Open Source Energy Simulation for Elementary School

With the interactivity and multiple representation features, computer simulations lend itself to the guided inquiry learning. However, these simulations are usually designed for post-elementary students. Thus, the aim of this study is to investigate how the use of guided inquiry approach with customized energy simulation can improve students’ understanding of this topic. In this ongoing research, the case study is adopted. In the first phase of the study, we have modified open source energy simulation based on principles for reducing extraneous processing, existing energy simulation and guided inquiry approach. The modified simulation is sent to teachers for evaluation and the feedback is encouraging. In the next phase of the study, the guided inquiry lesson package involving the energy simulation would be designed and deployed in an elementary classroom. Multiple data sources would be collected to seek a deeper understanding on how this learning package can possibly impact students’ understanding of the physics concepts.

💡 Research Summary

The paper investigates how a customized open‑source energy simulation, combined with a guided‑inquiry instructional approach, can enhance elementary students’ understanding of basic physics concepts. The authors begin by noting that most existing computer simulations for physics are designed for middle‑school or high‑school learners; they often contain complex interfaces, extraneous visual and auditory information, and a high cognitive load that is unsuitable for younger learners. Moreover, while many studies have examined the learning effects of simulations, few have addressed how to adapt these tools for elementary classrooms and integrate them into a coherent instructional design.

Guided by Cognitive Load Theory, the researchers adopt the principle of reducing extraneous processing. They also draw on the Multiple Representations framework, which advocates presenting information through complementary visual, symbolic, and verbal modes to support deeper conceptual connections. Using these theoretical lenses, the team selected the open‑source PhET “Energy Skate Park” simulation as a base and performed a series of systematic modifications:

1. Interface simplification – the number of menus and controls was reduced; icons were replaced with clear text labels.
2. Language adaptation – all instructional text was rewritten at an elementary reading level, with concise definitions of key terms provided via pop‑up tooltips.
3. Step‑by‑step guidance – a sequence of pop‑up prompts was added to scaffold the six phases of guided inquiry (problem presentation, hypothesis formation, experimental design, data collection, interpretation, feedback).
4. Variable limitation – only three manipulable variables (initial height, initial speed, friction coefficient) were exposed to keep the experimental design manageable.
5. Enhanced visual feedback – energy transformations were color‑coded, and real‑time graphs were synchronized with the animation so that students could instantly see the relationship between kinetic, potential, and thermal energy.

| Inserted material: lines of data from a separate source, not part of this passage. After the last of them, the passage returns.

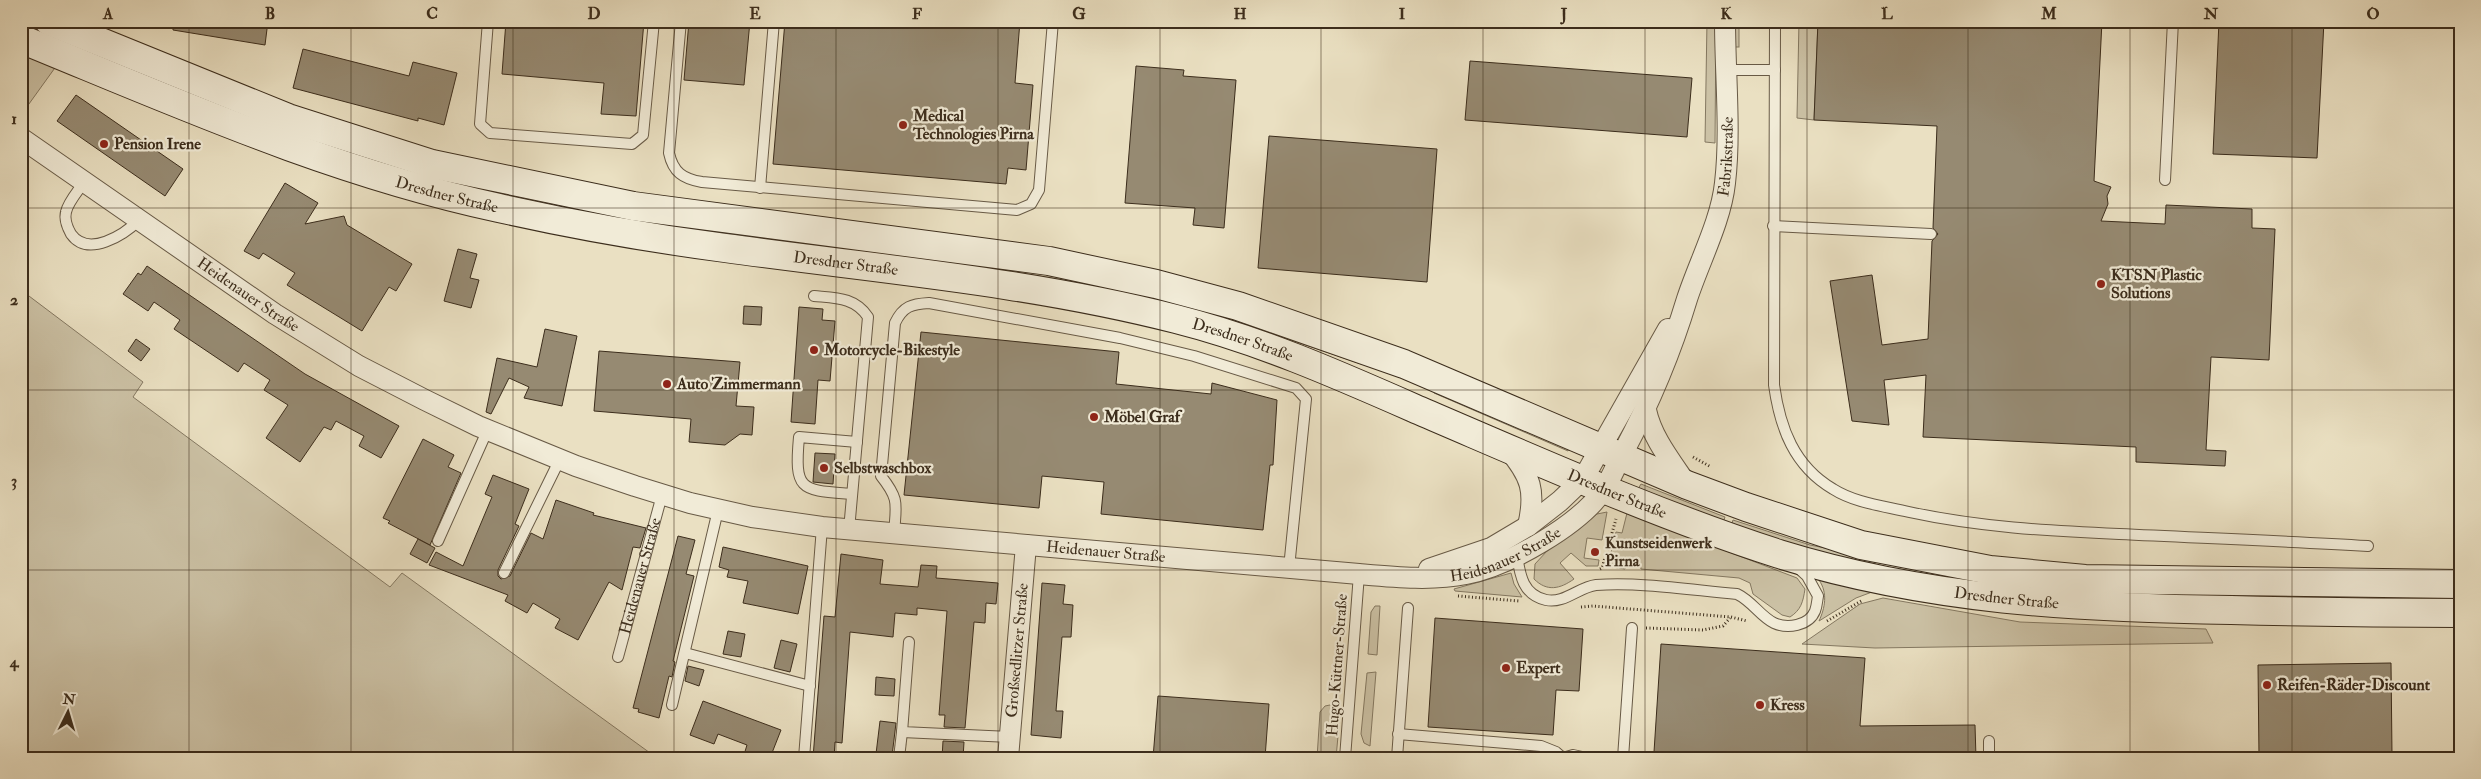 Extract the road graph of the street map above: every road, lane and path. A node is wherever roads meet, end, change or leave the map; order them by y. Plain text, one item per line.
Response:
1 (49, 21) edge
2 (488, 21) edge
3 (654, 21) edge
4 (681, 21) edge
5 (774, 21) edge
6 (1053, 21) edge
7 (1725, 21) edge
8 (1775, 21) edge
9 (2173, 21) edge
10 (21, 39) edge
11 (1725, 70) junction
12 (1774, 70) junction
13 (21, 138) edge
14 (2165, 180) dead end
15 (84, 182) junction
16 (760, 188) junction
17 (139, 220) junction
18 (1773, 226) junction
19 (1931, 234) dead end
20 (1691, 288) junction
21 (814, 296) dead end
22 (1646, 410) junction
23 (488, 429) junction
24 (857, 442) junction
25 (1506, 448) junction
26 (1611, 452) junction
27 (560, 459) junction
28 (1594, 484) junction
29 (1687, 485) junction
30 (852, 494) junction
31 (662, 495) junction
32 (718, 510) junction
33 (1528, 526) junction
34 (822, 528) junction
35 (849, 530) junction
36 (894, 534) junction
37 (438, 541) dead end
38 (1026, 545) junction
39 (2368, 546) dead end
40 (1780, 554) junction
41 (1517, 556) junction
42 (1289, 568) junction
43 (504, 573) dead end
44 (1358, 574) junction
45 (1388, 577) junction
46 (2460, 584) edge
47 (1451, 596) dead end
48 (1526, 604) dead end
49 (1593, 606) dead end
50 (1408, 608) dead end
51 (1576, 608) dead end
52 (2460, 613) edge
53 (1731, 617) dead end
54 (1632, 628) joint
55 (909, 642) dead end
56 (685, 653) junction
57 (618, 657) dead end
58 (810, 686) junction
59 (672, 705) dead end
60 (902, 732) junction
61 (1398, 734) junction
62 (1010, 737) junction
63 (1989, 741) dead end
64 (804, 758) edge
65 (899, 758) edge
66 (1008, 758) edge
67 (1345, 758) edge
68 (1397, 758) edge
69 (1563, 758) edge
70 (1587, 758) edge
71 (1623, 758) edge
72 (1989, 758) edge

1 - 26 main road, Dresdner Straße
2 - 3 lane
4 - 16 lane
5 - 16 lane
6 - 16 lane
7 - 11 street, Fabrikstraße
8 - 12 lane
9 - 14 lane
10 - 25 main road, Dresdner Straße
11 - 12 lane
11 - 20 street, Fabrikstraße
12 - 18 lane
13 - 15 street, Heidenauer Straße
15 - 17 street, Heidenauer Straße
15 - 17 lane
17 - 23 street, Heidenauer Straße
18 - 19 lane
18 - 39 lane
20 - 22 street, Fabrikstraße
20 - 26 street, Fabrikstraße
21 - 24 lane
22 - 26 street, Fabrikstraße
22 - 29 street
23 - 27 street, Heidenauer Straße
23 - 37 lane
24 - 30 lane
24 - 30 lane
25 - 28 main road, Dresdner Straße
25 - 33 street, Heidenauer Straße
26 - 28 street
26 - 29 main road, Dresdner Straße
27 - 31 street, Heidenauer Straße
27 - 43 lane
28 - 33 street, Heidenauer Straße
28 - 40 main road, Dresdner Straße
28 - 41 street, Heidenauer Straße
29 - 46 main road, Dresdner Straße
30 - 35 lane
31 - 32 street, Heidenauer Straße
31 - 57 lane, Heidenauer Straße
32 - 34 street, Heidenauer Straße
32 - 56 lane
33 - 45 street, Heidenauer Straße
34 - 35 street, Heidenauer Straße
34 - 58 lane
35 - 36 street, Heidenauer Straße
36 - 38 street, Heidenauer Straße
36 - 42 lane
38 - 42 street, Heidenauer Straße
38 - 62 street, Großsedlitzer Straße
40 - 41 lane
40 - 52 main road, Dresdner Straße
41 - 45 street, Heidenauer Straße
42 - 44 street, Heidenauer Straße
44 - 45 street, Heidenauer Straße
44 - 67 lane, Hugo-Küttner-Straße
47 - 48 path
49 - 51 path
50 - 61 lane
53 - 54 path
54 - 71 lane
55 - 60 lane
56 - 58 lane
56 - 59 lane
58 - 64 lane
60 - 62 lane
60 - 65 lane
61 - 68 lane
61 - 69 lane
62 - 66 street, Großsedlitzer Straße
63 - 72 lane
69 - 70 lane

In the first phase of the study, the modified simulation was evaluated by five elementary science teachers. Through a combination of demonstration sessions, Likert‑scale surveys, and semi‑structured interviews, teachers reported that the simplified visual layout reduced cognitive overload, increased student engagement, and facilitated clearer connections between the simulation and the curriculum. They also highlighted positive aspects such as “students can directly observe how changing the height affects potential energy,” which they believed would promote conceptual understanding. However, teachers noted two areas for improvement: a lack of ready‑made curriculum‑aligned worksheets and the need for differentiated support for learners with varying prior knowledge. These insights informed the development of supplemental teacher guides, differentiated task sheets, and additional scaffolding materials for the next phase.

The second phase will implement a full guided‑inquiry lesson package in an actual elementary classroom. The lesson follows a six‑step inquiry model: (1) present a real‑world problem (e.g., “What happens to a skater’s energy when they start from a higher ramp?”), (2) have students formulate hypotheses, (3) let them design experiments by adjusting the three variables in the simulation, (4) collect data through the simulation’s built‑in graphs, (5) interpret the results, and (6) receive feedback from both the simulation (automatic visual cues) and the teacher (targeted probing questions).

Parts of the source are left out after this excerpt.